Problem statement:
The answer must be every line below that contains the string "Cipres".

Data shown:
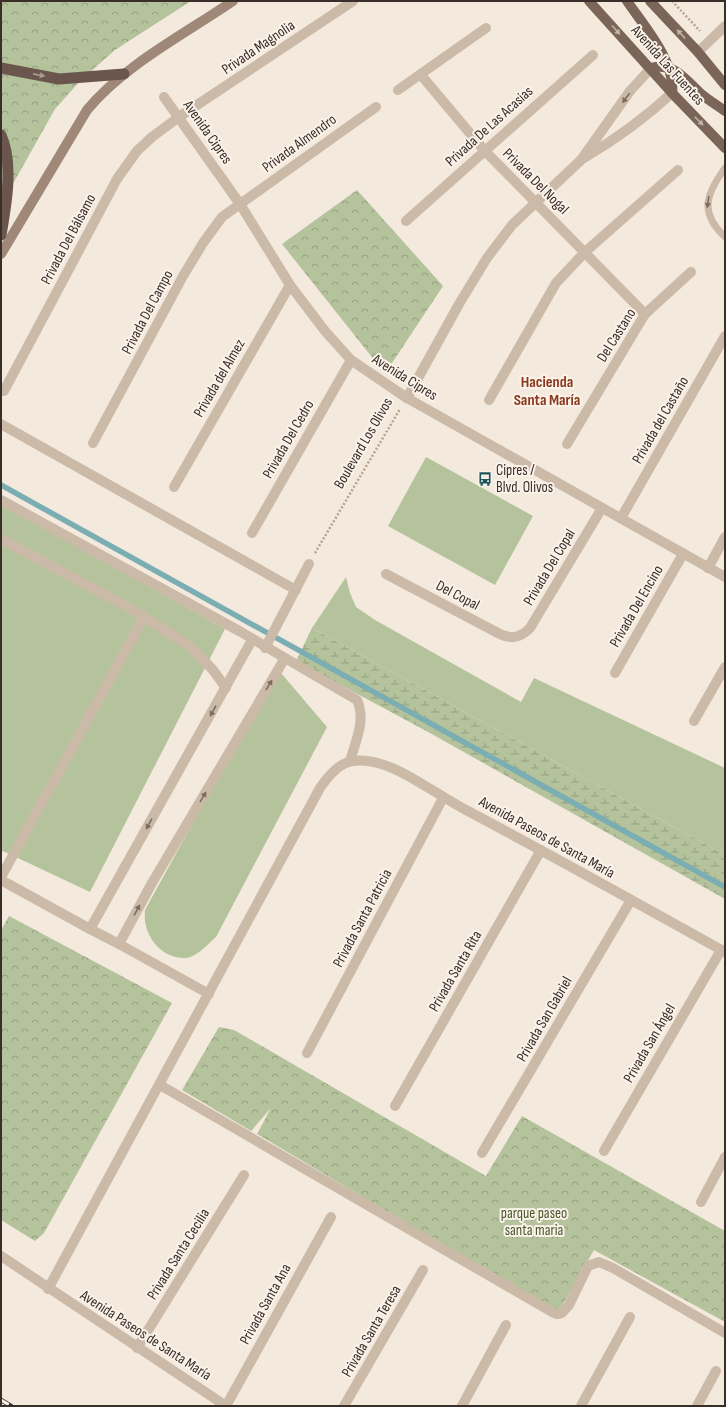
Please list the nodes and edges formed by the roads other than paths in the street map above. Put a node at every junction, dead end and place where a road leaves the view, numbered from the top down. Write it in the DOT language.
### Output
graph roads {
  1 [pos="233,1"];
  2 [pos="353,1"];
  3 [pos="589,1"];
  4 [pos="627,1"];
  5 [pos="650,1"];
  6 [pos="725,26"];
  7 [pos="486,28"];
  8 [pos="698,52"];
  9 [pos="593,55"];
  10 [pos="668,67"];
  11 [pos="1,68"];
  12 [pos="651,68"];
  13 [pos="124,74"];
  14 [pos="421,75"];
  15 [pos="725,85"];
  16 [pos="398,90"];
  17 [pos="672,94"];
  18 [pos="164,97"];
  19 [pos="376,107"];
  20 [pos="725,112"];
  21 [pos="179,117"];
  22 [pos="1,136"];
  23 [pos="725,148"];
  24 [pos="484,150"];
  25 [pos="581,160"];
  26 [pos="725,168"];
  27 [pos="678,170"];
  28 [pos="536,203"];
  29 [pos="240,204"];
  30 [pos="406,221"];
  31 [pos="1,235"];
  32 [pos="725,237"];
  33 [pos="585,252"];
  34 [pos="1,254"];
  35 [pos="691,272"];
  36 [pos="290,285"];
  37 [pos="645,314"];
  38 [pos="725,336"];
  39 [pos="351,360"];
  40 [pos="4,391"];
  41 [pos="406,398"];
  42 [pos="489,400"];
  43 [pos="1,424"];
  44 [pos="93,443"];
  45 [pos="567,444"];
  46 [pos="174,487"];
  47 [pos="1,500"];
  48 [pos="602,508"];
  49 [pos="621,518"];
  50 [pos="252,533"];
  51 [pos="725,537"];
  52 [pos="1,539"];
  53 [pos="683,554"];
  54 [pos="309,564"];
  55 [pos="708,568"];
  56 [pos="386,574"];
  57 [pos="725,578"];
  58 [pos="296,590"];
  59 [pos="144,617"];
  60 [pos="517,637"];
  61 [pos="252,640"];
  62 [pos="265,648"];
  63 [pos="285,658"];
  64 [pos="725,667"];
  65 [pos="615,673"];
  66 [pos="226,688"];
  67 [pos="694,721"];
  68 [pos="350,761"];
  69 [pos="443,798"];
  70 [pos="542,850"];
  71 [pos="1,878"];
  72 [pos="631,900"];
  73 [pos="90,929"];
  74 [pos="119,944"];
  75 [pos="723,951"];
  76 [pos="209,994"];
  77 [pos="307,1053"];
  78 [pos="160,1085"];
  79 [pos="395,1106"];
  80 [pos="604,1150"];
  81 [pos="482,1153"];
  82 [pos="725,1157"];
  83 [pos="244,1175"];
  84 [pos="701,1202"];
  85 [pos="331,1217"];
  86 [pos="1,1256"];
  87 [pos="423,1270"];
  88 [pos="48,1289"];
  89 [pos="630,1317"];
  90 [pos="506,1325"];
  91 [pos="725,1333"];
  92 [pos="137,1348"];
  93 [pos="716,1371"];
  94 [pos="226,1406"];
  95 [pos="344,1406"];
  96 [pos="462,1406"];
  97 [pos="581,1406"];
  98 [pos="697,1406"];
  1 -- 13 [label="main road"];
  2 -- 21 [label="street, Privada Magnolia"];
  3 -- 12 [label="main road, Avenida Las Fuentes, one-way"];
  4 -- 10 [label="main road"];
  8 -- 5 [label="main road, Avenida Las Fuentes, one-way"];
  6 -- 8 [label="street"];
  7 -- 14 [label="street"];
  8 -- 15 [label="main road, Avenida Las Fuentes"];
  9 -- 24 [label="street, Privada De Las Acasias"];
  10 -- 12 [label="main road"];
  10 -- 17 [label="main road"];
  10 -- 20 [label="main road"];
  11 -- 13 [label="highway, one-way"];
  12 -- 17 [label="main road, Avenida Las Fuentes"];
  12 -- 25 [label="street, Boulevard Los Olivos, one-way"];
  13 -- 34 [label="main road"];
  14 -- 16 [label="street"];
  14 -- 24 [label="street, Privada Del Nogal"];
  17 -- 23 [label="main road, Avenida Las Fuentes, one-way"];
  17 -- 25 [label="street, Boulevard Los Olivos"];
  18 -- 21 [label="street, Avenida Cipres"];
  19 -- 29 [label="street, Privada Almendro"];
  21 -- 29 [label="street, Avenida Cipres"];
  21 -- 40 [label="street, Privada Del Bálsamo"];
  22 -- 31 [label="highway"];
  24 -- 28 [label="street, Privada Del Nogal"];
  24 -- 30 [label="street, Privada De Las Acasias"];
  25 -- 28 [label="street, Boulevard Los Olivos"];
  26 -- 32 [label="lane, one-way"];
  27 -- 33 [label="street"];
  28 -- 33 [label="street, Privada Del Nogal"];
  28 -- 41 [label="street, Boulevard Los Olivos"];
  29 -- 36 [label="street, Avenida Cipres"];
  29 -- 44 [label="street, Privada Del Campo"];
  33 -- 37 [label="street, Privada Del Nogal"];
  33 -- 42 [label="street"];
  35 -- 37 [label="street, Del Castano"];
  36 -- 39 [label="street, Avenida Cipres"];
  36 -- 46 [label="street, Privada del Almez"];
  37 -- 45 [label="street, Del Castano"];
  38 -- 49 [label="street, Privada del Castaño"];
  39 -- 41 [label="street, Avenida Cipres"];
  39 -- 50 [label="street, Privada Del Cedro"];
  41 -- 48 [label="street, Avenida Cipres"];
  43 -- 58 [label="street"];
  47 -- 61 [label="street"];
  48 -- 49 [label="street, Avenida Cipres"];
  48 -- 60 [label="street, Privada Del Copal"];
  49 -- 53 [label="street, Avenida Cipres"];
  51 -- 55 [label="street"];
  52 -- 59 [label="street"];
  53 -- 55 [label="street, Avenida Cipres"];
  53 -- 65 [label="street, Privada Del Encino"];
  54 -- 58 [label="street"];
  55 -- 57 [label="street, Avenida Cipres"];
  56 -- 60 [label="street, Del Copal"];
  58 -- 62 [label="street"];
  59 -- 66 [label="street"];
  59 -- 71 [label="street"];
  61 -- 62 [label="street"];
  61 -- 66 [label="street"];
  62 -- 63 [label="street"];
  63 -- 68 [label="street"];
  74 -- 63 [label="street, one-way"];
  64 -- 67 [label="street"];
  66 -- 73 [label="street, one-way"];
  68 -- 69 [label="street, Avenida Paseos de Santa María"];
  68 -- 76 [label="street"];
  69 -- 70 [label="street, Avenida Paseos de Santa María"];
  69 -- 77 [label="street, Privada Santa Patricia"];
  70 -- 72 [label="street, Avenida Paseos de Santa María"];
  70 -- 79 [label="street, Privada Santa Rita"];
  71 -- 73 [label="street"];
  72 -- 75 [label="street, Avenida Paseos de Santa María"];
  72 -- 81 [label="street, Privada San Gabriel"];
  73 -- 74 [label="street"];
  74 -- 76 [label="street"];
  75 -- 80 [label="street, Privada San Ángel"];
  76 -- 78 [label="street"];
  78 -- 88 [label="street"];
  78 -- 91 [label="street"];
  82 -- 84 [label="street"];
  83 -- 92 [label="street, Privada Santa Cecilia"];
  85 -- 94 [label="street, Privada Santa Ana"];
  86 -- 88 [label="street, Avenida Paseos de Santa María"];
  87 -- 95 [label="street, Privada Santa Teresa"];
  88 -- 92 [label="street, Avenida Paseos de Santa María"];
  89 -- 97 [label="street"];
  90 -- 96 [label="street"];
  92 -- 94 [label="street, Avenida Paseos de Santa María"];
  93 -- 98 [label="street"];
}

Written solution:
  18 -- 21 [label="street, Avenida Cipres"];
  21 -- 29 [label="street, Avenida Cipres"];
  29 -- 36 [label="street, Avenida Cipres"];
  36 -- 39 [label="street, Avenida Cipres"];
  39 -- 41 [label="street, Avenida Cipres"];
  41 -- 48 [label="street, Avenida Cipres"];
  48 -- 49 [label="street, Avenida Cipres"];
  49 -- 53 [label="street, Avenida Cipres"];
  53 -- 55 [label="street, Avenida Cipres"];
  55 -- 57 [label="street, Avenida Cipres"];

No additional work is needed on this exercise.